One limitation of this study is the use of required student self-reflections to determine improvements in student perceptions of the relevance of the MM and ID courses to their progress towards becoming physicians. While taking our courses, students may be inclined to give glowing remarks concerning their progress in a non-anonymous self-reflection essay. To test the validity of our conclusions from self-reflection data, we reviewed the results of an anonymous post-COMLEX-USA Level 1 questionnaire, which is offered by the College to all students to obtain their opinions regarding how well first and second year courses prepared them for the Comprehensive Osteopathic Medical Licensing Examination (COMLEX-USA); Level 1. The Level 1 exam, which is taken approximately seven months after the end of our ID course, is largely devoted to assessing basic science knowledge presented in a clinical vignette format. All students are required to pass this exam to graduate from our medical program, and passing it is the first of four required steps to eventually obtain their medical licenses. The class that took our courses in 2008 ranked both ID and MM second (94%) out of 21 courses (scoring range was 32–95%; data not shown). The class that took our courses in 2009 ranked MM first (98%) out of 22 courses (scoring range was 26–98%; data not shown). The ID course, for reasons unknown to the authors, was omitted from the questionnaire for the 2009 class. However, for the 2010 class, students scored ID and MM at 99 and 98%, respectively. With these scores, our courses ranked first and second out of 24 courses (scoring range was 25–99%; data not shown).

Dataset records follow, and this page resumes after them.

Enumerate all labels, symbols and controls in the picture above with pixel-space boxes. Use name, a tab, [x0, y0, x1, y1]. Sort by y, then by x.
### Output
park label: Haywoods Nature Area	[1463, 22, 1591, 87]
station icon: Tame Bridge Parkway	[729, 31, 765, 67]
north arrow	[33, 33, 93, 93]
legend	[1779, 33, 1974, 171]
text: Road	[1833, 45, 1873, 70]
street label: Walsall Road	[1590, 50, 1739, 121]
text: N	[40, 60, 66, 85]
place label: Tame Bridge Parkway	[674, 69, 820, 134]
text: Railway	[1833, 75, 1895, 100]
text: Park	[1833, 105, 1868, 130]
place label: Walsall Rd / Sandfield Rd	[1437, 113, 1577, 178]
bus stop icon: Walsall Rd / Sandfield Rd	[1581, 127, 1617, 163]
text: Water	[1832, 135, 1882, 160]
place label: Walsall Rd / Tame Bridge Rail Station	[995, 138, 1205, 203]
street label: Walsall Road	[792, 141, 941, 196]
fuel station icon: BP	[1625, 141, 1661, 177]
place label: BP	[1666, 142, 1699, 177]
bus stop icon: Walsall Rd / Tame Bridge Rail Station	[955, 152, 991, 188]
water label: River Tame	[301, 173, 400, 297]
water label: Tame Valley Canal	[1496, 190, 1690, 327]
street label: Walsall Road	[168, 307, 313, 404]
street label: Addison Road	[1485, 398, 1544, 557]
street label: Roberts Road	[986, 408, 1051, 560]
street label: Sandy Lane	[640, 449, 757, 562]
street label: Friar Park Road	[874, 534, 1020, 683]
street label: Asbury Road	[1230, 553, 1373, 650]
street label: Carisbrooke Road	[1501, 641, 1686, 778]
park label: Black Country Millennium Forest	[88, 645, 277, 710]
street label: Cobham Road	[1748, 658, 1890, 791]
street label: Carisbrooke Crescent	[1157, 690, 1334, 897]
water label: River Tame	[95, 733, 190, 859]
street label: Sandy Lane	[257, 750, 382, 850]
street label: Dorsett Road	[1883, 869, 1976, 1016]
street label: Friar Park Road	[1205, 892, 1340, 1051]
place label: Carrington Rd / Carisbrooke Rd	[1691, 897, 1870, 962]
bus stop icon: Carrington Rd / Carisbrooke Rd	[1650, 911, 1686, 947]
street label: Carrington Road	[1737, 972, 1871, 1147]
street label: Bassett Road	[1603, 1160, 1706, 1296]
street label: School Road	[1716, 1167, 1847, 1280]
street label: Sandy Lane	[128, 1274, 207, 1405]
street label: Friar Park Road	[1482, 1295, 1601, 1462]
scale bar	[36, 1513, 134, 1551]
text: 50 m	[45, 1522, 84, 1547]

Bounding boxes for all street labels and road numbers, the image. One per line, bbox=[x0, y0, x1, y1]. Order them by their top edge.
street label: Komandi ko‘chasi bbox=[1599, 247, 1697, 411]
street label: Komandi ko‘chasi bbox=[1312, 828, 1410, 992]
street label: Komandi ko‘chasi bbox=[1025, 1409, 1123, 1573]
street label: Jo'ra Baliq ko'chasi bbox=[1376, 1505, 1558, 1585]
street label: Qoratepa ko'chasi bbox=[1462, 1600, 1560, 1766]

Although helpful to student learning, small group activities have been difficult to implement when student class sizes are large and the number of faculty is small. The exercises described here were implemented with a small faculty using relatively few physical resources. We have conducted CPs with as few as four facilitators and with as many as six students per small group. Even though the student-to-faculty ratio for our department was nearly 35:1, the CPs were completed in a well-coordinated and timely fashion, thanks in large part to skillful planning by staff and the cooperation between faculty, staff, and students.